Last month, I was invited by the Science Teachers Association of Queensland (STAQ) to present a talk about using picture books in science lessons as part of their Growing Science webinars in the lead up to Science Week. What a great opportunity — picture books and science. What’s to not like? Picture books are one of the best ways I know of turning young children onto two of my favourite things — reading and learning.
You can find out more about the webinar series and access recordings and free resources on the STAQ website here.
Below is a brief version of the article I wrote as the basis of my presentation.
You can access the entire article in the zip folder Using Picture Books in Science Lessons, which also includes other handouts I provided to support my talk.
You can listen to the talk via this link or watch it below.
Linking science and literacy
Language is as important to the science curriculum as it is to the English curriculum. Science is another context in which language is used and must be learned.
In this article I’m going to show you some ways of including picture books in your science lessons.

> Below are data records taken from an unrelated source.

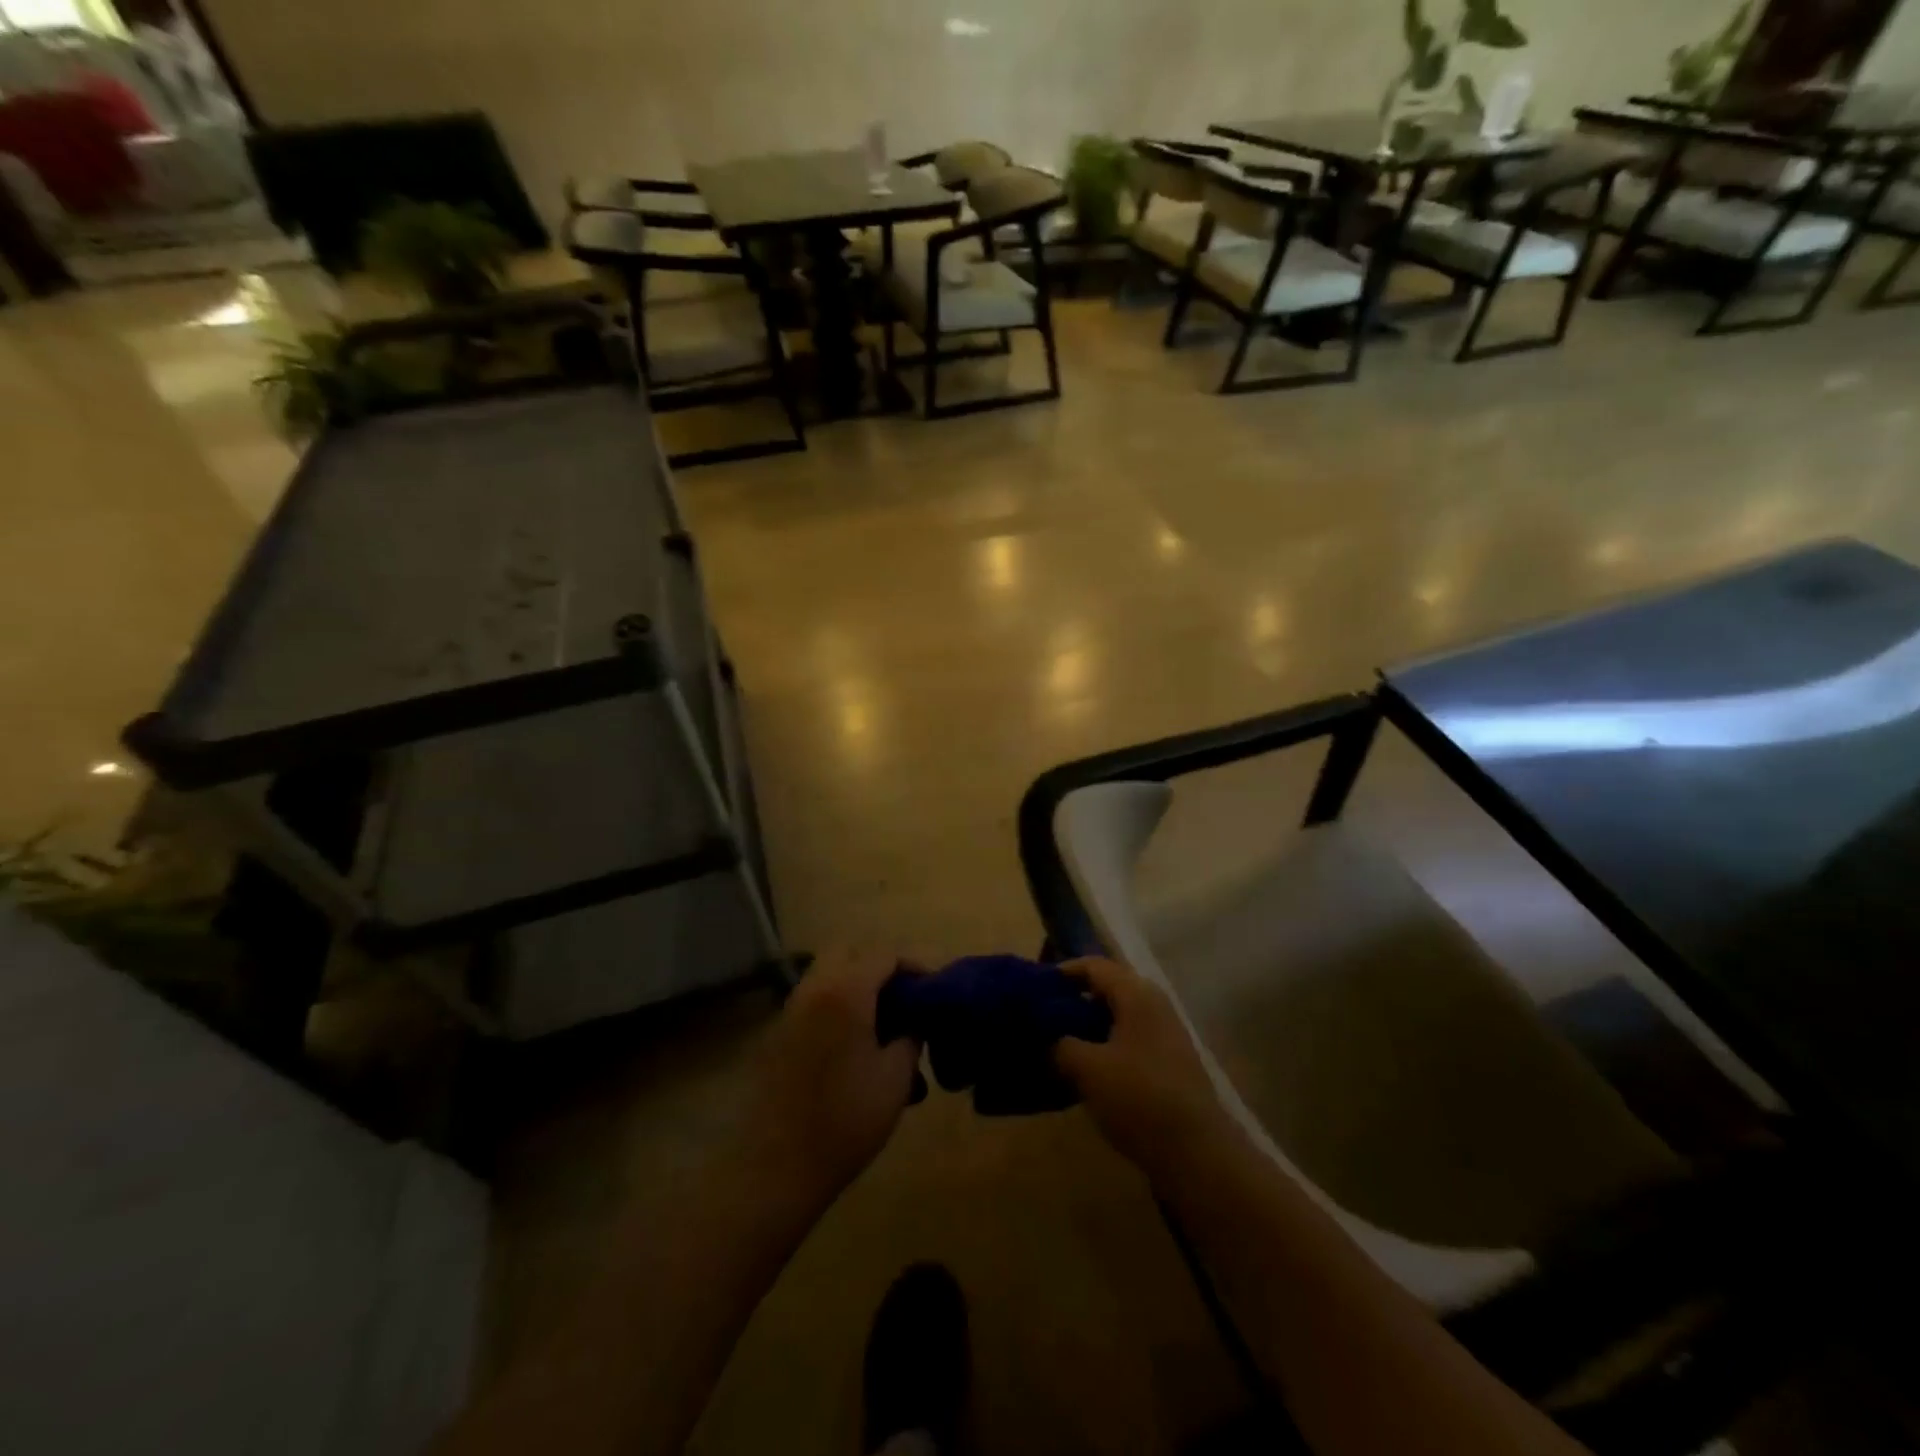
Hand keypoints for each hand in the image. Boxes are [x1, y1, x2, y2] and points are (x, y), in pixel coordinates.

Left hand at [743, 949, 923, 1209]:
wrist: (775, 1166)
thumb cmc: (844, 1120)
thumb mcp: (895, 1079)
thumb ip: (910, 1038)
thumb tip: (913, 1021)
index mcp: (846, 991)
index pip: (885, 954)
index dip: (914, 965)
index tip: (934, 989)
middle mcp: (815, 988)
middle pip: (850, 951)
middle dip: (879, 965)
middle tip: (904, 997)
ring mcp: (791, 1009)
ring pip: (827, 973)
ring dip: (856, 982)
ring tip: (882, 1021)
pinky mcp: (778, 1033)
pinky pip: (813, 998)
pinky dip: (837, 1003)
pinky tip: (854, 1042)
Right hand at [1052, 957, 1234, 1179]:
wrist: (1197, 1153)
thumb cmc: (1139, 1098)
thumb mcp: (1087, 1069)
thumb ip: (1060, 1045)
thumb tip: (1048, 1038)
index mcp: (1136, 994)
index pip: (1093, 966)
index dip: (1062, 972)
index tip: (1034, 989)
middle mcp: (1154, 1004)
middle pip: (1107, 988)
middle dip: (1073, 1000)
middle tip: (1042, 1018)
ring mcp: (1165, 1034)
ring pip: (1118, 1016)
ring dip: (1088, 1026)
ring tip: (1058, 1045)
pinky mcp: (1169, 1062)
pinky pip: (1129, 1039)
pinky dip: (1105, 1046)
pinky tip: (1086, 1071)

Many of the skills required by science are also literacy skills; skills such as:
- observing details
- sequencing events
- making predictions
- linking cause and effect
- distinguishing fact from opinion
- making inferences, and
- drawing conclusions.
When you integrate learning across curriculum areas and teach skills in meaningful contexts, you are getting better value from your lessons and children are learning more efficiently when they make connections with what they already know.
Picture books don’t replace the requirement to teach content. They are used as a springboard to inspire children’s curiosity and initiate their questions. We all know children are more interested and learn better when they are asking and investigating their own questions. The right picture book can encourage the children to ask the questions you need to cover the curriculum content.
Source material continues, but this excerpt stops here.